カーステン氏:完全な自動運転になるまでは、たくさんある小さなステップを踏みながら、問題を1つずつ技術的に解決していくことになるはずです。例えば現在のところの技術的な問題を1つ挙げると、バッテリーが壊れた時にどうするか、というのがあります。何か重大な障害が発生した時に、路肩に寄せられるように電源を二重にしておかなければなりません。

マニュエラ氏:あるいはトラブルで自動停止した際には、別の自動運転車が助けに来るという方法もあるかもしれません。自動車メーカーにとってはビジネスモデルをどう考えるか、という話ですので、今から将来どうなりたいかを改めて考える必要があるのではないでしょうか。

エレクトロビット日本 オートモーティブ・ソフトウェア事業部 柳下知昭氏

――日本市場に対しては、今回の提携によってどのような展望、期待を抱いていますか?

カーステン氏:日本の各自動車メーカーは今、2、3年後に発売されるであろう次世代のADASシステムを作っているところだと思います。日本のメーカーの方々には、ぜひDRIVE PXやエレクトロビットのシステムを使っていただきたいですね。まずは十分に調査していただいて、別のシステムとも比較しながらともに発展していければ。

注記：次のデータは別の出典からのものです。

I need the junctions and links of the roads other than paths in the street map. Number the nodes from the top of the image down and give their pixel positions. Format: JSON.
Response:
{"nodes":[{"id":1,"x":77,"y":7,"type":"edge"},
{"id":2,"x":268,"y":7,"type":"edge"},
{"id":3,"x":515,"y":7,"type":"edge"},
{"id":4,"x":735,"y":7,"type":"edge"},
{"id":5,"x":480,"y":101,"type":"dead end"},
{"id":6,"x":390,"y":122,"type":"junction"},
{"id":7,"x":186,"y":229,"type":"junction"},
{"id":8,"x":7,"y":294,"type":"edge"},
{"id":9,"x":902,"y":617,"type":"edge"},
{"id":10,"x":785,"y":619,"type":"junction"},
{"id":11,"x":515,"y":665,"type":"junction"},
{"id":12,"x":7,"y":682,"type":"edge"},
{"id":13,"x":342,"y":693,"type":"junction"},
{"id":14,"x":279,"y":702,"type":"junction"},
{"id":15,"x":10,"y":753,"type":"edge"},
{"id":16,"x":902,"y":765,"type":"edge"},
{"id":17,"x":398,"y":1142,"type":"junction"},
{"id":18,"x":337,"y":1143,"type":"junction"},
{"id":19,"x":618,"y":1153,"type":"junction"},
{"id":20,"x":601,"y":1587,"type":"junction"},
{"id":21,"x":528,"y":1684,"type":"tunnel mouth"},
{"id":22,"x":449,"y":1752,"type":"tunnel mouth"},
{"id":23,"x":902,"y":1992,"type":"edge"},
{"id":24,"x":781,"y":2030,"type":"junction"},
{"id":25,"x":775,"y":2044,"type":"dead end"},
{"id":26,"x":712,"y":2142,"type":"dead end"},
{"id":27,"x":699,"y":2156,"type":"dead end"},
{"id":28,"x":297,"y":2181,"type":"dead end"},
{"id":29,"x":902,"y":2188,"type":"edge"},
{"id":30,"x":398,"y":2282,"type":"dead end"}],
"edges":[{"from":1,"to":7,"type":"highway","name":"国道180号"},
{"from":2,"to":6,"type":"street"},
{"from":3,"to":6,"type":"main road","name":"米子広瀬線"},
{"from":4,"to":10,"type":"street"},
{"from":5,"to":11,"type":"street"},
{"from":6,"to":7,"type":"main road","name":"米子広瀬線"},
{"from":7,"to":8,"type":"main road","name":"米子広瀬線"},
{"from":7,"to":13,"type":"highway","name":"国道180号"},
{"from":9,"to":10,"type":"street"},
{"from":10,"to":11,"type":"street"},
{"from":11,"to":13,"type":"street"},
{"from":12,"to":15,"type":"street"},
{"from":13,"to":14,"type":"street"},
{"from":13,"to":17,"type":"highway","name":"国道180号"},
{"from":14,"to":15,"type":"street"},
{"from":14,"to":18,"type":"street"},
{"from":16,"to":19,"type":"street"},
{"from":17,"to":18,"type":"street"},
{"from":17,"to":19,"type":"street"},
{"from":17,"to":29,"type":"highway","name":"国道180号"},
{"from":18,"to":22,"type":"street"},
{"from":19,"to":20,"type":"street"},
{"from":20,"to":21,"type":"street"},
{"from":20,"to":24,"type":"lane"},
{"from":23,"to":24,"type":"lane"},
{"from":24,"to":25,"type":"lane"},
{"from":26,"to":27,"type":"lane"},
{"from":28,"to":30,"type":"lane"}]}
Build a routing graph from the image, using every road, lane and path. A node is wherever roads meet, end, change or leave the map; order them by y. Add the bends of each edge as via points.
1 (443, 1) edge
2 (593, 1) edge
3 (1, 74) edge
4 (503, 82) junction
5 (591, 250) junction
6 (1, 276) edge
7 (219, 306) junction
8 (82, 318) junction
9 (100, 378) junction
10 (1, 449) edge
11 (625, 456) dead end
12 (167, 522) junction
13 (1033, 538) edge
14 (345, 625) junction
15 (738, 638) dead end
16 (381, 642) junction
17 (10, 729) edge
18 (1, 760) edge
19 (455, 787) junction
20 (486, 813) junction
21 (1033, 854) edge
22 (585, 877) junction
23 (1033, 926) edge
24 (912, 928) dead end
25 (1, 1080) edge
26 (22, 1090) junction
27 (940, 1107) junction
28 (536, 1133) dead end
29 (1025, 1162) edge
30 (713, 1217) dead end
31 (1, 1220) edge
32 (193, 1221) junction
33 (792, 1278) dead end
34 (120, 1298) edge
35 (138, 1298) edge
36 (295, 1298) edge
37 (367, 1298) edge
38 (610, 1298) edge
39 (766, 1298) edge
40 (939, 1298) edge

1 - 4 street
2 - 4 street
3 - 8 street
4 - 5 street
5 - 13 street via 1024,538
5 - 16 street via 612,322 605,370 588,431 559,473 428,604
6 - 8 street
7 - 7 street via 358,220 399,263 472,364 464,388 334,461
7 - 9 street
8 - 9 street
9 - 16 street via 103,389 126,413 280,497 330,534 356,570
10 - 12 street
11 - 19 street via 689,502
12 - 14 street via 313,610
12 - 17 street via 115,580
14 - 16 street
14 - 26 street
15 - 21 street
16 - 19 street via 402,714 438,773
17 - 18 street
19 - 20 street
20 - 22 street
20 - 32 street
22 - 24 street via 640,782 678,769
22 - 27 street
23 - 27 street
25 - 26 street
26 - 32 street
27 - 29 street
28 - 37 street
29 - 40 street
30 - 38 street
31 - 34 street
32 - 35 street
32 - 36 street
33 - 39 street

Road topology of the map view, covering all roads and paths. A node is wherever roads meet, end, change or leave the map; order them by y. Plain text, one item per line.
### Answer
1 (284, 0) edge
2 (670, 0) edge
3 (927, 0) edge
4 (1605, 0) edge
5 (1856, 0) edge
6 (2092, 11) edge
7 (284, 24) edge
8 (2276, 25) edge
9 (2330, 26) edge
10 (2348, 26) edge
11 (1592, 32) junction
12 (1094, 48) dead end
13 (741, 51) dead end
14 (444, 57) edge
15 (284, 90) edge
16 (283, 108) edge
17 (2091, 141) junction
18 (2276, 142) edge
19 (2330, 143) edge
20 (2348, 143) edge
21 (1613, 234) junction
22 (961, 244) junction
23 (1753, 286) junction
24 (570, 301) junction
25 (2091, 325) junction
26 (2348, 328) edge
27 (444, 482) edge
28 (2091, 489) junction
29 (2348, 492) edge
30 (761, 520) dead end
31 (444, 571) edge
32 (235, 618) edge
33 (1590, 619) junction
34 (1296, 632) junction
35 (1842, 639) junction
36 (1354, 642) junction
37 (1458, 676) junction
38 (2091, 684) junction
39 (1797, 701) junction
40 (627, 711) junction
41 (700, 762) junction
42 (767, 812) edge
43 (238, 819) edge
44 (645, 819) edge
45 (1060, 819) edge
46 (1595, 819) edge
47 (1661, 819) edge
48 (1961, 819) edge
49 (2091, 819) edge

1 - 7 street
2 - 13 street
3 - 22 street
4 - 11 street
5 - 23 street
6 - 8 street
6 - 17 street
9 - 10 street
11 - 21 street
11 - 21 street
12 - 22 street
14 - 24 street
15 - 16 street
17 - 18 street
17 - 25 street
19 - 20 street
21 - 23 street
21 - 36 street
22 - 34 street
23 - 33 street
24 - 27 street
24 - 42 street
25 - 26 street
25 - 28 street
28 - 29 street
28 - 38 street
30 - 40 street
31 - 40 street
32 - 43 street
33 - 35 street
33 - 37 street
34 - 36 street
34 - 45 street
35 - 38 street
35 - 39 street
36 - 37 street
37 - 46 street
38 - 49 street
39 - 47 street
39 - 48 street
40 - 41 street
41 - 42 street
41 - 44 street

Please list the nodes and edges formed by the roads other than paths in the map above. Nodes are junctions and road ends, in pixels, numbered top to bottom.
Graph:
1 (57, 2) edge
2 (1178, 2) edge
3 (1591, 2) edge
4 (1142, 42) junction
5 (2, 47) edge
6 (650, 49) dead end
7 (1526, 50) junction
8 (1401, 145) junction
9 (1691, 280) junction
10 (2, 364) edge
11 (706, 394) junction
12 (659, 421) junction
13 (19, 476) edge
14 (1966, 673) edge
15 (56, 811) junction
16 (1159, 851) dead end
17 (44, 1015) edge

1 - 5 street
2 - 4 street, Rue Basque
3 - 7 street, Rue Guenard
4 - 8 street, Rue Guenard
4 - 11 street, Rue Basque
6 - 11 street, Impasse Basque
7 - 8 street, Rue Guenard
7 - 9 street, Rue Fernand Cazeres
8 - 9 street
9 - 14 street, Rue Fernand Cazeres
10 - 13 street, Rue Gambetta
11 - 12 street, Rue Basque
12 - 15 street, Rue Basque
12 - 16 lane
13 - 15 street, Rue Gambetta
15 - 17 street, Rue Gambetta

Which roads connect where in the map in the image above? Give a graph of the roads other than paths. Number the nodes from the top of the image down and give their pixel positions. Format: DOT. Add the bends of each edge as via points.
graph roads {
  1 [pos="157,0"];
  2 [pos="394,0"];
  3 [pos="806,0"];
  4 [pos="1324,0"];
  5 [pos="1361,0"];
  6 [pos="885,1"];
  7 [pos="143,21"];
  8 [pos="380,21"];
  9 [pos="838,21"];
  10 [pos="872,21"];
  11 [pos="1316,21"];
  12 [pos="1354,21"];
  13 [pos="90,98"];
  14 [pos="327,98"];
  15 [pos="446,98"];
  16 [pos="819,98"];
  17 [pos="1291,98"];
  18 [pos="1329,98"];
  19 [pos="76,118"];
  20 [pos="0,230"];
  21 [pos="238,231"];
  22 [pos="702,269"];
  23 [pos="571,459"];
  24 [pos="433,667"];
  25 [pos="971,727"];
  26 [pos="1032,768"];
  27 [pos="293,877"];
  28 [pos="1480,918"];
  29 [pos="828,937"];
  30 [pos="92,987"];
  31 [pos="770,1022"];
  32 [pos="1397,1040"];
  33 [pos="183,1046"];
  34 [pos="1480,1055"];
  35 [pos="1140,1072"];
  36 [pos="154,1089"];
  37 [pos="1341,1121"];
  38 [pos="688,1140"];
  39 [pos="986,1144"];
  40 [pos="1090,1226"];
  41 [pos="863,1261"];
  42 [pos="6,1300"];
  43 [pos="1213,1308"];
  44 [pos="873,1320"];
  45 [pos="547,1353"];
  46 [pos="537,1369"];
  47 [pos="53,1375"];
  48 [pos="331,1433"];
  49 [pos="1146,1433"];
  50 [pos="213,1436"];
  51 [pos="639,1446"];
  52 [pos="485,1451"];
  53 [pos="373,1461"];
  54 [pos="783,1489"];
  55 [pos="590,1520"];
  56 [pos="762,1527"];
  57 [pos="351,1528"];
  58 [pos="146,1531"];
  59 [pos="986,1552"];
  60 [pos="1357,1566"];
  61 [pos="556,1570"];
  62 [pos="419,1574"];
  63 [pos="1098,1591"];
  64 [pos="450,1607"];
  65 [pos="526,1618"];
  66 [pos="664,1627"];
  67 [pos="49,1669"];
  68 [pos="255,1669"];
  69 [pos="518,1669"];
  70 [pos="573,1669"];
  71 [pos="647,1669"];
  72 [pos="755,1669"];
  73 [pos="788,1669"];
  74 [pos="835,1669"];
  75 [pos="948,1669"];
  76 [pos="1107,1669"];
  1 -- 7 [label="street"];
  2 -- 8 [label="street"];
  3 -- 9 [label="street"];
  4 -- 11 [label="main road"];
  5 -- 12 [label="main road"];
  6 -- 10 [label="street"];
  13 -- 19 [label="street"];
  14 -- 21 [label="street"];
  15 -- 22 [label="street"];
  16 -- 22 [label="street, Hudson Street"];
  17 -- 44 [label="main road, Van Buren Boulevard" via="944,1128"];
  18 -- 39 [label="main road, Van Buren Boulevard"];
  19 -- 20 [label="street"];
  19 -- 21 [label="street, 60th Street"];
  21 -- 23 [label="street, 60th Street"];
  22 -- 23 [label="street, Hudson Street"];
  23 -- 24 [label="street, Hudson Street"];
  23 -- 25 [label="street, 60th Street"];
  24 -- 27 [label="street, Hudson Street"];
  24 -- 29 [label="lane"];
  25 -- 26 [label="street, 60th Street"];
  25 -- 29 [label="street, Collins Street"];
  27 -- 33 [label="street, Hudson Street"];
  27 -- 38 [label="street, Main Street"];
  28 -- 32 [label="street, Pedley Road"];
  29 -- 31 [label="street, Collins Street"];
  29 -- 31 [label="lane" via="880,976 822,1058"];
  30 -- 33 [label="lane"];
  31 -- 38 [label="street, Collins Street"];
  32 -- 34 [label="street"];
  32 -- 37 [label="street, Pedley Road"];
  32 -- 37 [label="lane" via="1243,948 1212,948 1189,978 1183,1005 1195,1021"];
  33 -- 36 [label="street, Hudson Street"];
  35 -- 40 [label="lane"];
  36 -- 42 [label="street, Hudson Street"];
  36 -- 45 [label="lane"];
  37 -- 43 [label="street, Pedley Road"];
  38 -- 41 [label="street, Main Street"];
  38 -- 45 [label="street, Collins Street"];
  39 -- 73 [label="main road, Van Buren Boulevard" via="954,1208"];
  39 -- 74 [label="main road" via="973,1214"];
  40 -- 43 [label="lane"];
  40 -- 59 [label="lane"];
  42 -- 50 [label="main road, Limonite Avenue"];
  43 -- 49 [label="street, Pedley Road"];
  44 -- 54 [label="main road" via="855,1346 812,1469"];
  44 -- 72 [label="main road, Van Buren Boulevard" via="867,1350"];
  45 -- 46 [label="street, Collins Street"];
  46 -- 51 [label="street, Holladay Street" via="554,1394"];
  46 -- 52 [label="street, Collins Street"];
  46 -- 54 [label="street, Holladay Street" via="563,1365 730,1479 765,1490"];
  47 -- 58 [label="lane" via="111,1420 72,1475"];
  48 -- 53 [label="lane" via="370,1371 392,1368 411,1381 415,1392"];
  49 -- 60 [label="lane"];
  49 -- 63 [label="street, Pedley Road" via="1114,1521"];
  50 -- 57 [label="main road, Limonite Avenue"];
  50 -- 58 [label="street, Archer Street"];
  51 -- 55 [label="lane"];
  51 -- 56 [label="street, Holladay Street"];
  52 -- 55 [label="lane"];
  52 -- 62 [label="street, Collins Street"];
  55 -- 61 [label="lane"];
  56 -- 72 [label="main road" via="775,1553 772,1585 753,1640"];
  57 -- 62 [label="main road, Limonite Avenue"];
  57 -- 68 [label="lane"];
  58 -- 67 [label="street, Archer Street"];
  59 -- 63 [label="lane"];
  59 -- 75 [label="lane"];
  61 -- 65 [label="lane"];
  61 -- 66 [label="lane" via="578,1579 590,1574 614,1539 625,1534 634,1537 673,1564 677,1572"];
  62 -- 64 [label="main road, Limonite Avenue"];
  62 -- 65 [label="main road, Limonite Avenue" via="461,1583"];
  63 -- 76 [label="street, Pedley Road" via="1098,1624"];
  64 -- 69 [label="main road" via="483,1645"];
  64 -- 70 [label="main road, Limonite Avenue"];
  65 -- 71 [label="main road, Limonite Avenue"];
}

マニュエラ氏:日本市場では企業間の伝統的な関係が継続していることは認識していますし、自動車メーカーとTier1の企業との関係も堅固であることを理解しています。しかし将来的にはそのあたりも少し変わっていただいて、ソフトウェアサプライヤーがもう少しソフトウェア開発や、新しいことの啓蒙に関わらせてもらい、ADASやインフォテイメントに入っていければよりよくなるのではないかと思います。それによって日本メーカーの皆様が再びテクノロジリーダーになれる可能性があるのではないかなと思います。

カーステン氏:OEMのみなさんも全く新しいアーキテクチャーを考える、というところを検討してほしいと思います。やはり今までのものに対する改善や更新というレベルでは、なかなか複雑性に対応できないところもあるのではないでしょうか。

柳下氏:日本はまだTier1の企業がソフトウェアもハードウェアも両方見る、というビジネスになっていると思うんですが、欧州ではハードとソフトを分離して調達するという動きが始まっていますので、(日本もそうなれば)ソフトベンダーがそこに入っていく部分がどんどん広がっていくと考えています。